Gender Roles in the Testimonial Narratives of Andean Women

Memory Museum in Huamanga, Ayacucho, Perú / photo by Gloria Macedo-Janto.

by Gloria Macedo-Janto, PhD Student, Department of Romance Languages 

To better understand a 20-year period of political violence in Peru, in this project I analyze the testimonies of Andean women, especially from the Ayacucho area, to make visible their contribution to the reconstruction of an important part of Peruvian history. In accordance with their worldview and their roles as women, in their tragic and painful testimonies they tell how they suffered ethnic and gender discrimination, and it is observed that they are capable of recalling many details and telling their experiences from different perspectives and with their own narrative.

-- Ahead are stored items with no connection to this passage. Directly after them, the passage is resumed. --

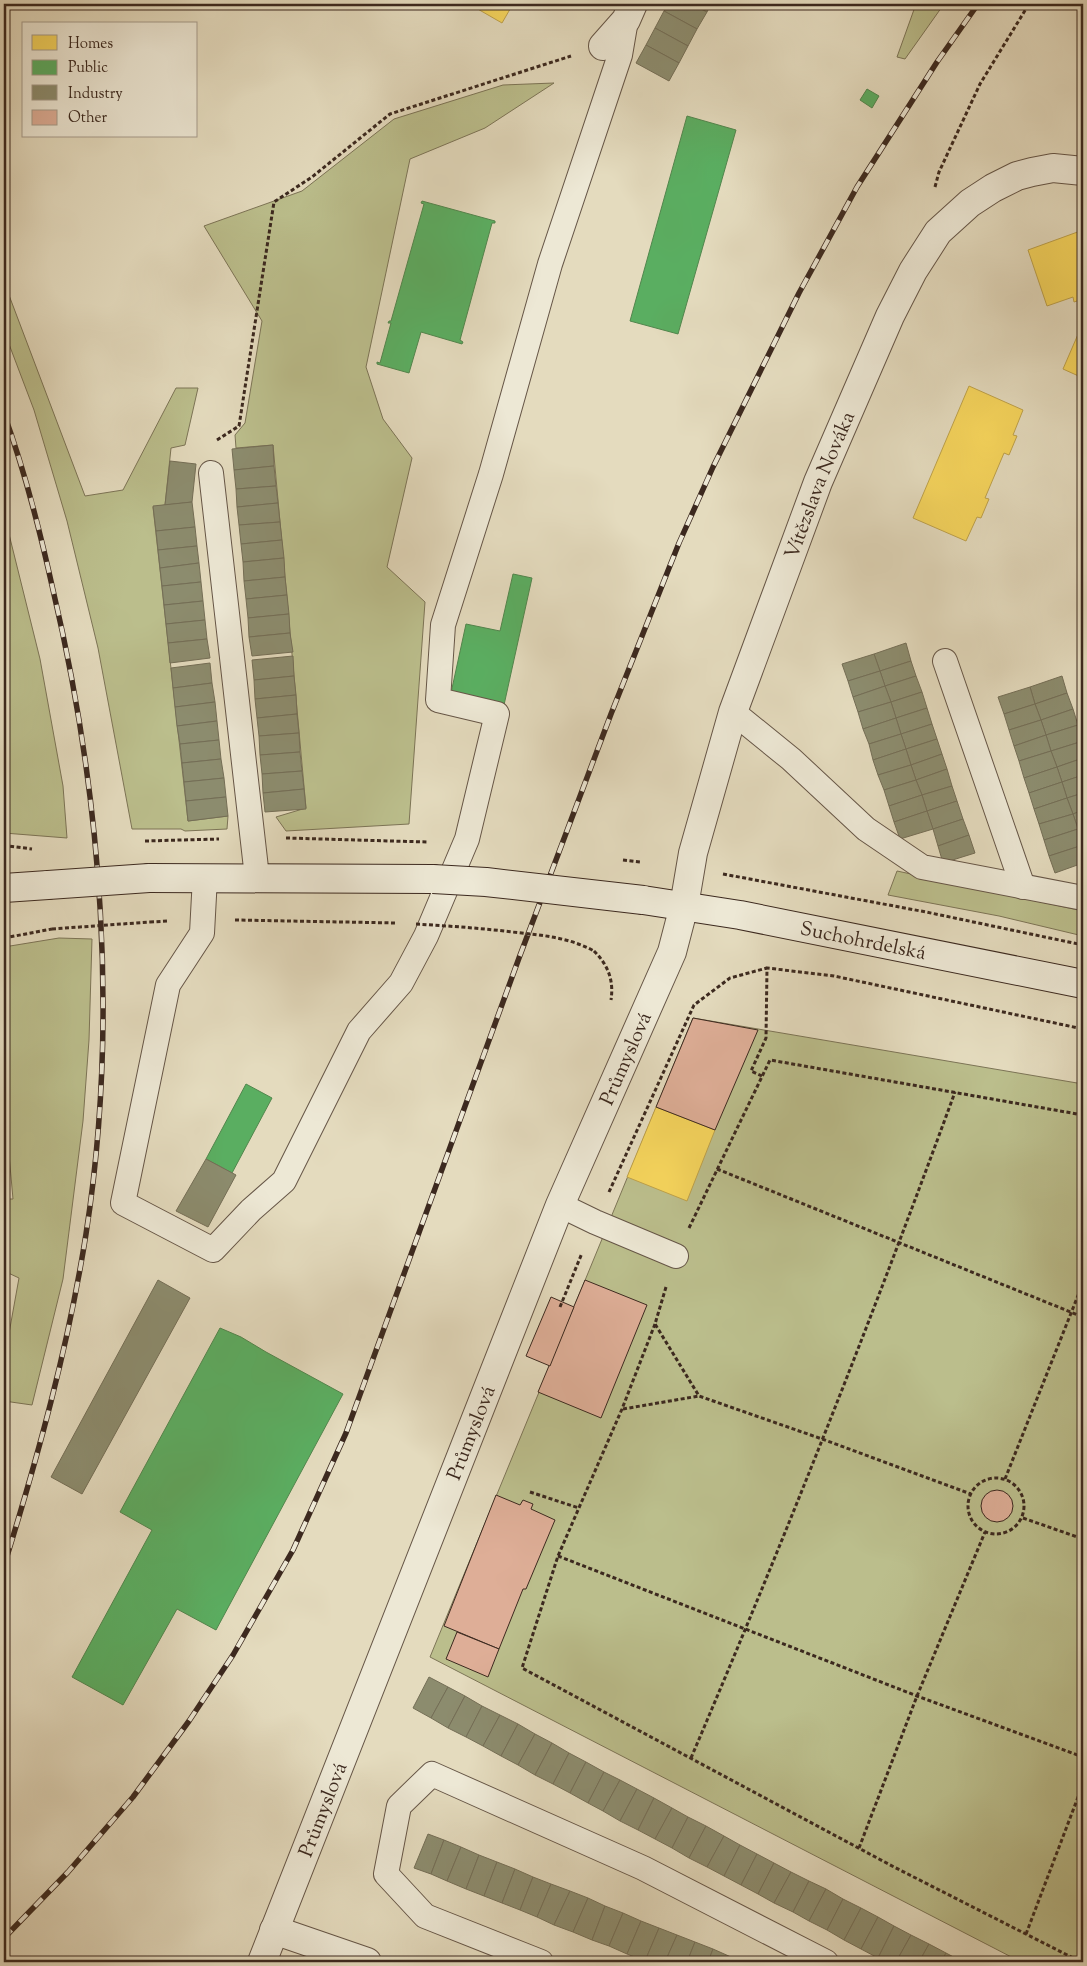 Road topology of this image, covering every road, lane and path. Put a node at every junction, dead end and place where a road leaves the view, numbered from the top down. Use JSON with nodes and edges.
{"nodes":[{"id":1,"x":1029,"y":4,"type":"edge"},
{"id":2,"x":630,"y":12,"type":"edge"},
{"id":3,"x":603,"y":46,"type":"joint"},
{"id":4,"x":1083,"y":171,"type":"edge"},
{"id":5,"x":938,"y":232,"type":"junction"},
{"id":6,"x":211,"y":473,"type":"joint"},
{"id":7,"x":945,"y":661,"type":"dead end"},
{"id":8,"x":734,"y":712,"type":"junction"},
{"id":9,"x":252,"y":839,"type":"junction"},
{"id":10,"x":145,"y":841,"type":"dead end"},
{"id":11,"x":435,"y":842,"type":"dead end"},
{"id":12,"x":4,"y":844,"type":"edge"},
{"id":13,"x":38,"y":848,"type":"dead end"},
{"id":14,"x":623,"y":860,"type":"dead end"},
{"id":15,"x":690,"y":869,"type":"junction"},
{"id":16,"x":205,"y":877,"type":"junction"},
{"id":17,"x":257,"y":877,"type":"junction"},
{"id":18,"x":1022,"y":887,"type":"junction"},
{"id":19,"x":4,"y":888,"type":"edge"},
{"id":20,"x":1083,"y":898,"type":"edge"},
{"id":21,"x":684,"y":906,"type":"junction"},
{"id":22,"x":202,"y":920,"type":"junction"},
{"id":23,"x":4,"y":938,"type":"edge"},
{"id":24,"x":1083,"y":945,"type":"edge"},
{"id":25,"x":594,"y":951,"type":"dead end"},
{"id":26,"x":767,"y":968,"type":"junction"},
{"id":27,"x":1083,"y":984,"type":"edge"},
{"id":28,"x":1083,"y":1029,"type":"edge"},
{"id":29,"x":762,"y":1076,"type":"junction"},
{"id":30,"x":955,"y":1092,"type":"junction"},
{"id":31,"x":1083,"y":1115,"type":"edge"},
{"id":32,"x":717,"y":1169,"type":"junction"},
{"id":33,"x":560,"y":1205,"type":"junction"},
{"id":34,"x":595,"y":1222,"type":"junction"},
{"id":35,"x":900,"y":1243,"type":"junction"},
{"id":36,"x":676,"y":1256,"type":"junction"},
{"id":37,"x":1083,"y":1283,"type":"edge"},
{"id":38,"x":558,"y":1312,"type":"dead end"},
{"id":39,"x":1072,"y":1313,"type":"junction"},
{"id":40,"x":1083,"y":1317,"type":"edge"},
{"id":41,"x":655,"y":1324,"type":"junction"},
{"id":42,"x":699,"y":1396,"type":"junction"},
{"id":43,"x":622,"y":1409,"type":"junction"},
{"id":44,"x":822,"y":1439,"type":"junction"},
{"id":45,"x":1005,"y":1479,"type":"junction"},
{"id":46,"x":530,"y":1492,"type":"dead end"},
{"id":47,"x":971,"y":1494,"type":"junction"},
{"id":48,"x":579,"y":1508,"type":"junction"},
{"id":49,"x":1022,"y":1518,"type":"junction"},
{"id":50,"x":984,"y":1532,"type":"junction"},
{"id":51,"x":1083,"y":1539,"type":"edge"},
{"id":52,"x":558,"y":1556,"type":"junction"},
{"id":53,"x":746,"y":1629,"type":"junction"},
{"id":54,"x":917,"y":1696,"type":"junction"},
{"id":55,"x":1083,"y":1757,"type":"edge"},
{"id":56,"x":691,"y":1758,"type":"junction"},
{"id":57,"x":1083,"y":1784,"type":"edge"},
{"id":58,"x":859,"y":1848,"type":"junction"},
{"id":59,"x":274,"y":1930,"type":"junction"},
{"id":60,"x":1026,"y":1934,"type":"junction"},
{"id":61,"x":262,"y":1962,"type":"edge"},
{"id":62,"x":367,"y":1962,"type":"edge"},
{"id":63,"x":541,"y":1962,"type":"edge"},
{"id":64,"x":826,"y":1962,"type":"edge"},
{"id":65,"x":1081,"y":1962,"type":"edge"}],
"edges":[{"from":1,"to":5,"type":"path"},
{"from":2,"to":3,"type":"street"},
{"from":2,"to":22,"type":"lane"},
{"from":3,"to":6,"type":"path"},
{"from":4,"to":5,"type":"street","name":"Vítězslava Nováka"},
{"from":5,"to":8,"type":"street","name":"Vítězslava Nováka"},
{"from":6,"to":9,"type":"lane"},
{"from":7,"to":18,"type":"lane"},
{"from":8,"to":15,"type":"street","name":"Vítězslava Nováka"},
{"from":8,"to":18,"type":"lane"},
{"from":9,"to":10,"type":"path"},
{"from":9,"to":11,"type":"path"},
{"from":9,"to":17,"type":"lane"},
{"from":12,"to":13,"type":"path"},
{"from":14,"to":15,"type":"path"},
{"from":15,"to":21,"type":"street","name":"Vítězslava Nováka"},
{"from":15,"to":24,"type":"path"},
{"from":16,"to":17,"type":"street","name":"Suchohrdelská"},
{"from":16,"to":19,"type":"street","name":"Suchohrdelská","bridge":true},
{"from":16,"to":22,"type":"lane"},
{"from":17,"to":21,"type":"street","name":"Suchohrdelská","bridge":true},
{"from":18,"to":20,"type":"lane"},
{"from":21,"to":27,"type":"street","name":"Suchohrdelská"},
{"from":21,"to":33,"type":"street","name":"Průmyslová"},
{"from":22,"to":23,"type":"path","bridge":true},
{"from":22,"to":25,"type":"path","bridge":true},
{"from":26,"to":28,"type":"path"},
{"from":26,"to":29,"type":"path"},
{"from":26,"to":34,"type":"path"},
{"from":29,"to":30,"type":"path"},
{"from":29,"to":32,"type":"path"},
{"from":30,"to":31,"type":"path"},
{"from":30,"to":35,"type":"path"},
{"from":32,"to":35,"type":"path"},
{"from":32,"to":36,"type":"path"},
{"from":33,"to":34,"type":"lane"},
{"from":33,"to":59,"type":"street","name":"Průmyslová"},
{"from":34,"to":36,"type":"lane"},
{"from":34,"to":38,"type":"path"},
{"from":35,"to":39,"type":"path"},
{"from":35,"to":44,"type":"path"},
{"from":36,"to":41,"type":"path"},
{"from":37,"to":39,"type":"path"},
{"from":39,"to":40,"type":"path"},
{"from":39,"to":45,"type":"path"},
{"from":41,"to":42,"type":"path"},
{"from":41,"to":43,"type":"path"},
{"from":42,"to":43,"type":"path"},
{"from":42,"to":44,"type":"path"},
{"from":43,"to":48,"type":"path"},
{"from":44,"to":47,"type":"path"},
{"from":44,"to":53,"type":"path"},
{"from":45,"to":47,"type":"path"},
{"from":45,"to":49,"type":"path"},
{"from":46,"to":48,"type":"path"},
{"from":47,"to":50,"type":"path"},
{"from":48,"to":52,"type":"path"},
{"from":49,"to":50,"type":"path"},
{"from":49,"to":51,"type":"path"},
{"from":50,"to":54,"type":"path"},
{"from":52,"to":53,"type":"path"},
{"from":52,"to":56,"type":"path"},
{"from":53,"to":54,"type":"path"},
{"from":53,"to":56,"type":"path"},
{"from":54,"to":55,"type":"path"},
{"from":54,"to":58,"type":"path"},
{"from":56,"to":58,"type":"path"},
{"from":57,"to":60,"type":"path"},
{"from":58,"to":60,"type":"path"},
{"from":59,"to":61,"type":"street","name":"Průmyslová"},
{"from":59,"to":62,"type":"street"},
{"from":60,"to":65,"type":"path"},
{"from":63,"to":64,"type":"lane"}]}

From 1980 to 2000, citizens throughout Peru suffered due to the actions of Shining Path (Partido Comunista del Perú Sendero Luminoso, PCP-SL), Revolutionary Movement Tupac Amaru (Movimiento Revolucianio Tupac Amaru, MRTA), and the Peruvian State itself, but the most affected were the inhabitants of the Andes. Since before the violence began they lived unprotected and in a situation of neglect. The violence increased scarcity of resources and social problems and decreased access to education.

During 2002 and 2003, the Truth and Reconciliation Commission (Comisión de la Verdad y Reconciliación, CVR) collected testimonies about this period and included some of them later in the “Final Report” published in 2003. They were also presented in public hearings and broadcast on national television. Their voices had not been represented before or taken into account by the State. In other testimonies collected by academic researchers, these women have not had the opportunity to fully represent themselves. The consequences of violence in memory and in the body were present in the speeches of the participants. In several of the testimonies collected by the CVR, Andean women say that they received mistreatment from both sides of the conflict: the subversive groups and the Armed Forces. 

Through the painful stories about the loss of their relatives or of the violence exerted directly against themselves, verbally or physically, they are building testimonies that become particular narratives supporting the idea that “women can recall personal events more fully and vividly than men” (Leydesdorff et al 3). Their testimonials take into account their status as women, especially as Andean women, and their worldview, which is committed to their community. In that context, victims have the urge to narrate. They speak considering their role, which is established by their cosmovision, under the norms and customs that guide their community in order to lead a harmonious life with their peers and with nature. 

According to the CVR, the number of women killed and disappeared is 20 percent of the total number of cases. Hence, it can be inferred that the majority of the dead and disappeared were men. They were indigenous and 75 percent Quechua-speaking, and Ayacucho was the region where 45 percent of the tortures were reported. In addition, of a total of 16,885 people who gave their testimony to the CVR, 54 percent were women and 46 percent men.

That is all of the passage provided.